Steps in performing an economic evaluation study
Step 1:
1.1: Perspective – Who is going to pay?
Two dominant perspectives
- Health care perspective
o Costs and effects falling on health care budget
o UK
- Societal perspective
o All relevant costs and effects
o Example: travel costs of a patient (not in hc perspective)
o NL
- But also patient or health insurer perspective
o Insurance: smoking programs
➢ Perspective determines which costs and effects to include in the assessment.
➢ Perspective is about answering the question who’s going to pay.

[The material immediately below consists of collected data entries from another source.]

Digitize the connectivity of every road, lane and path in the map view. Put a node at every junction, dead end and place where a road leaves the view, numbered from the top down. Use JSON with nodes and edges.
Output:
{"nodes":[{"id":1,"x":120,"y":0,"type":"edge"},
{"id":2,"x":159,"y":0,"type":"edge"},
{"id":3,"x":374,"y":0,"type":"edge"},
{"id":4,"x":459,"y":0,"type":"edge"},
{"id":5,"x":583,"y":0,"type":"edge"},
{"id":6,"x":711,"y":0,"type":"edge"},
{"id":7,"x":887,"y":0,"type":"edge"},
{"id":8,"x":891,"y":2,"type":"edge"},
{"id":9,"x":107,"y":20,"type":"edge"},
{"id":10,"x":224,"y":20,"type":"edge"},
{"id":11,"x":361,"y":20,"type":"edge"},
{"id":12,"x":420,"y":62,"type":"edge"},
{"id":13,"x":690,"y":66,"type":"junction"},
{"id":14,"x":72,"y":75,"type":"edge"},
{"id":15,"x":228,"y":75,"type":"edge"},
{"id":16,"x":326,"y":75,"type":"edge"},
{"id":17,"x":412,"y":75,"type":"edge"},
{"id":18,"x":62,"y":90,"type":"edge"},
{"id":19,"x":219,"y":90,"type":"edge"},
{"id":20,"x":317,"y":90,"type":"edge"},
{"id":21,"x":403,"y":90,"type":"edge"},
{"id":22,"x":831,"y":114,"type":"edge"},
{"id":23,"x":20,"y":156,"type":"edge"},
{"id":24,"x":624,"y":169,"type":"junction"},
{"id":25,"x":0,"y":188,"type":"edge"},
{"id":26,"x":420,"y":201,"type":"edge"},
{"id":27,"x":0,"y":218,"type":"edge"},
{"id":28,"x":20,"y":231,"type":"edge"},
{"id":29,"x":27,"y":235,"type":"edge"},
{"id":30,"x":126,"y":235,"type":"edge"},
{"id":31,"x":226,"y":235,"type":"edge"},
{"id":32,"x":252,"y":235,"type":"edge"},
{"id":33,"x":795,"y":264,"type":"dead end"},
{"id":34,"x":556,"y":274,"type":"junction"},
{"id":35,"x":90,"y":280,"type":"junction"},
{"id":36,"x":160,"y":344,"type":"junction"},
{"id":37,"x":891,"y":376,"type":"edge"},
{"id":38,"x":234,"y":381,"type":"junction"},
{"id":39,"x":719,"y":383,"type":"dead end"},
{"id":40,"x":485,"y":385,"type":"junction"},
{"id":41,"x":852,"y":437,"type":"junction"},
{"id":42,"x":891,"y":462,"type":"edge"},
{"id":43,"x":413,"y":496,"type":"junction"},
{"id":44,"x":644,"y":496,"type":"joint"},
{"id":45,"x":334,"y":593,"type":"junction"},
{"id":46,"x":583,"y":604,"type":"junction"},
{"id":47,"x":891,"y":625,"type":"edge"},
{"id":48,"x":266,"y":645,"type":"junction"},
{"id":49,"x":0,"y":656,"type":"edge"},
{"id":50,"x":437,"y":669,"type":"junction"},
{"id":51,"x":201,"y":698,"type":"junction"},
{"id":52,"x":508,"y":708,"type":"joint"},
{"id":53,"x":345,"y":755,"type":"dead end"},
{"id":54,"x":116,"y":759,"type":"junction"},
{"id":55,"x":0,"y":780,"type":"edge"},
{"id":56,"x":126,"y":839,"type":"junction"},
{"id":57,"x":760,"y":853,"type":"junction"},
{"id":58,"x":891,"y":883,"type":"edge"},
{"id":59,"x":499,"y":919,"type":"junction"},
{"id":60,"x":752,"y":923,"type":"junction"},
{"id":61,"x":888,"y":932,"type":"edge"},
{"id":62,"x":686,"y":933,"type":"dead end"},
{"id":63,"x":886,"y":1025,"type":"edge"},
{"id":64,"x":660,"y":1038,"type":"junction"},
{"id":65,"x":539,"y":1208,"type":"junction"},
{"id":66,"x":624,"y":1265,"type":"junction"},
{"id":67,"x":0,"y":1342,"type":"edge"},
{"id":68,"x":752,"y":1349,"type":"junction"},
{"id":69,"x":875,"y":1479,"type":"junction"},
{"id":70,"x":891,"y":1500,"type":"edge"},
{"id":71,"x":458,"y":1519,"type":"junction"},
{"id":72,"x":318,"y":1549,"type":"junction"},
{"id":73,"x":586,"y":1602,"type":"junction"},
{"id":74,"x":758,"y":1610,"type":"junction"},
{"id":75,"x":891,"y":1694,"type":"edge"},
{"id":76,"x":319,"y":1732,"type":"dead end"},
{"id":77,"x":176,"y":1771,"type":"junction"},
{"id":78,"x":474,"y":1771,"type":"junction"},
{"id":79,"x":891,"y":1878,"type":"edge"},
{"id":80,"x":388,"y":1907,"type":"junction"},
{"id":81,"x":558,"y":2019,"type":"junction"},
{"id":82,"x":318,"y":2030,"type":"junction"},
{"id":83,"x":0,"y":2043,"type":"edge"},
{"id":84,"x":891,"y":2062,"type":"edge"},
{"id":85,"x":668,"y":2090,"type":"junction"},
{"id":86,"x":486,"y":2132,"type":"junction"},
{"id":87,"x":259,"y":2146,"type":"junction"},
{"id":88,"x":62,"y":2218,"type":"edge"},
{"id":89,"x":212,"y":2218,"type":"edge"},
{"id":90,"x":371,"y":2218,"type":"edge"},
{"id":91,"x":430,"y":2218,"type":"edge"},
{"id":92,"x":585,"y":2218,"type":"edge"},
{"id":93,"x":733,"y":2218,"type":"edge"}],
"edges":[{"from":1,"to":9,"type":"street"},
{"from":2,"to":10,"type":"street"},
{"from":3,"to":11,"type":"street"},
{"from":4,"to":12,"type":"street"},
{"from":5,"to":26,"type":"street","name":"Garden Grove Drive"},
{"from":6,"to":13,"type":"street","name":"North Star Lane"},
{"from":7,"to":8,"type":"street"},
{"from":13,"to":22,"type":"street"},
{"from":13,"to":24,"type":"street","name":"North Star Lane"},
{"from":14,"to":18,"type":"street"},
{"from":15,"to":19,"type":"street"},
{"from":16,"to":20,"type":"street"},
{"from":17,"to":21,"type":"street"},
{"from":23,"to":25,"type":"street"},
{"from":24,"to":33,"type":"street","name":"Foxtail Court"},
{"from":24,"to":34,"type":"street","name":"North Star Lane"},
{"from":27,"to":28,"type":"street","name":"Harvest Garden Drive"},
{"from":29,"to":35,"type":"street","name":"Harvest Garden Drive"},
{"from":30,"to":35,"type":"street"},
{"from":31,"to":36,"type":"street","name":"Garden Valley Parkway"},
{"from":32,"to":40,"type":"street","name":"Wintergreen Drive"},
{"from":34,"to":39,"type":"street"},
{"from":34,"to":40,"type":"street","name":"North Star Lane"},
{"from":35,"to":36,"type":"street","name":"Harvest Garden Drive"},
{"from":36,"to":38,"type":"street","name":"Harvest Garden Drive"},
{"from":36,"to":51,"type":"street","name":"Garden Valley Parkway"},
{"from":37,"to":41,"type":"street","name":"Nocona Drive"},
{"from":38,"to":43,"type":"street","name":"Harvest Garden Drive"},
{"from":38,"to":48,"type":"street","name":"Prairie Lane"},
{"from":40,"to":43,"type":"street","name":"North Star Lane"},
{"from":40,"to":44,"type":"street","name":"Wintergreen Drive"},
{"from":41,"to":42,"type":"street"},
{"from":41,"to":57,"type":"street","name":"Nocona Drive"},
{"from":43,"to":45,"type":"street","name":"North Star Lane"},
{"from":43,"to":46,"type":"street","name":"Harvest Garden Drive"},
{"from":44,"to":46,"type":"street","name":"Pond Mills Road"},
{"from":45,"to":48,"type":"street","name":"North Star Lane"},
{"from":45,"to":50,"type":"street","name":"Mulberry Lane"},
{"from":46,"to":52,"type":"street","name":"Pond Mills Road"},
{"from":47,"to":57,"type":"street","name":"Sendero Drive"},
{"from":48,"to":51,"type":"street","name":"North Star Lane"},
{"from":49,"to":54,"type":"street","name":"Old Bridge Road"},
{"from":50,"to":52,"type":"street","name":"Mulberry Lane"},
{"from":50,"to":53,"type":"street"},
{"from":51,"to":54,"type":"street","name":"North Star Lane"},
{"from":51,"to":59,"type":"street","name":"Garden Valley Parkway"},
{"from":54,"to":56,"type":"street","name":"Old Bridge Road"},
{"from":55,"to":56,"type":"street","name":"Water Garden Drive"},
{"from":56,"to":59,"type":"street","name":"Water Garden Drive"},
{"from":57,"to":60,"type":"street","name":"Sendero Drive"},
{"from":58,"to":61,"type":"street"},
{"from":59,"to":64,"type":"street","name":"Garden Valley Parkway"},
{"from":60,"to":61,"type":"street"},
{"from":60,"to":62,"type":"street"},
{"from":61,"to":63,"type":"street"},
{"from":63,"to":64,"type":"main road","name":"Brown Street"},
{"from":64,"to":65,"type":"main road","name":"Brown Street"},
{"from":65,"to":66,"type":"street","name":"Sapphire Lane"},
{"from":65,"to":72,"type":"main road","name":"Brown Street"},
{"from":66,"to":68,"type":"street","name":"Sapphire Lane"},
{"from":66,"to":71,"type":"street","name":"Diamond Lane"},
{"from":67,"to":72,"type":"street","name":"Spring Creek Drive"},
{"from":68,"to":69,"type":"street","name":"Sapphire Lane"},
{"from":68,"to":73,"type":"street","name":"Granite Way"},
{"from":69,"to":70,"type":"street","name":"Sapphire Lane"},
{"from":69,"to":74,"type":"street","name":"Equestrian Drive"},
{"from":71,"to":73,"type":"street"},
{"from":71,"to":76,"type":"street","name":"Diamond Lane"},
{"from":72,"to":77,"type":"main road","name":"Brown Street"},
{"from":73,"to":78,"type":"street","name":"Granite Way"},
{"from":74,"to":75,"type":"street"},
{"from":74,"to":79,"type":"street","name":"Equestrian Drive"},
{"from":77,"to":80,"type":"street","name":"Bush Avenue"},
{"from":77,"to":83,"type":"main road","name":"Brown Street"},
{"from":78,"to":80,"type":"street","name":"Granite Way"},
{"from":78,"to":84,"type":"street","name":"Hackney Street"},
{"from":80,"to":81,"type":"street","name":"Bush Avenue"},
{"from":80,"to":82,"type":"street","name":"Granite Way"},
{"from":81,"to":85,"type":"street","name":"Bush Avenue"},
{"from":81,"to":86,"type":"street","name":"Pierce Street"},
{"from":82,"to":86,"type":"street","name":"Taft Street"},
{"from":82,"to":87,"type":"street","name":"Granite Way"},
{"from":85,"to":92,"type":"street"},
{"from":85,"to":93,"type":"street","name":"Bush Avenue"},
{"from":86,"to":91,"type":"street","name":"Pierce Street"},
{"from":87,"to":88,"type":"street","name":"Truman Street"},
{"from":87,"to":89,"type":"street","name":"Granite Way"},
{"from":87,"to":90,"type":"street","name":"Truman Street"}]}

The first step: from what
perspective do I judge this?
,1.2. Choice of comparator
- Most efficient alternative
o Comparing to a less inefficient alternative, the new treatment might look very
efficient
- Standard treatment
- Consider ‘no treatment’
o If there is something out there, very expensive, sometimes better to not compare
- Placebo is not preferred
o In trials there might be a placebo, but in medical practice placebo will not be used, so
placebo is not a preferred choice for a comparative treatment.
1.3. Type of Analysis
- Only costs
o Cost minimization analysis (CMA)
o effects are equal, focus on costs
o not common
- Cost and effects in monetary terms
o Cost benefit analysis (CBA)
o Value QALY to money
- Costs in monetary terms, effects in natural units
o Cost-effectiveness analysis (CEA)
o Natural units e.g. life years, Duchenne – minutes to walk
- Costs in monetary terms, effects in QALYs
o Cost-utility analysis (CUA)
o Life years that incorporate life duration and quality.
o Sometimes CUA is called a CEA. Just be aware.
1.4. Time horizon
- All consequences must be taken into account
o Lifetime horizon
- How to do so?
o Randomised trial (RCT)
o Observational study
o Model (cohort or individual patient model)
o Combination
➢ Time horizon must be sufficiently long to include all consequences. Treatment that increases
life expectancy, it should be long enough to see all the years. For example, increase from 10
to 12, at least 12 years and preferably longer. Sometimes with a short life-expectancy left, 5
years can be enough, but often it is longer. This is important in economic evaluation. Usually
there’s evidence from RCT’s with a follow-up of 1 à 2 years.
➢ Sometimes observational studies, but often a model with limited follow-up with a time
horizon that is sufficiently long for the model, but this brings uncertainty.
Case: obesity and overweight.
- Factsheet WHO:
o Worldwide obesity has more than doubled since 1980.
o In 2014, more than 1.9 billion adults (39%), were overweight; 600 million (13%) were obese.
o 41 million children under the age of 5 were overweight or obese in 2014.
o Obesity is preventable.
, Treatment options for obesity
1. Life style program
2. Pharmacotherapy
3. Bariactric surgery
Assignment 1: perform the first step for obesity treatments
- Perspective:
- Comparator:
- Type of analysis:
- Horizon: life time
Step 2: measuring and valuing cost
- Identify all relevant cost items (all costs included in the analysis, e.g. complications, costs by
professionals relevant to the treatment)
o Depends on perspective
- Measure resource use (how many .. in both groups)
- Value resource use (attach a certain value, how much does .. cost)
- Costs are caused by…
Example obesity
Assignment 2:
- Casus obesity treatment
o Lifestyle, pharmacotherapy, surgery
- Give three examples for costs that you would include
o Hospital days, treatment costs (health sector costs), productivity costs (societal perspective),
Step 3: Measuring and valuing effects
- Identify, measure and value effects of interventions (how measure the effectiveness of the
treatment (obesity – weight loss (more intermediate), prevention of diabetes (long time to
measure), blood pressure, life years, quality of life).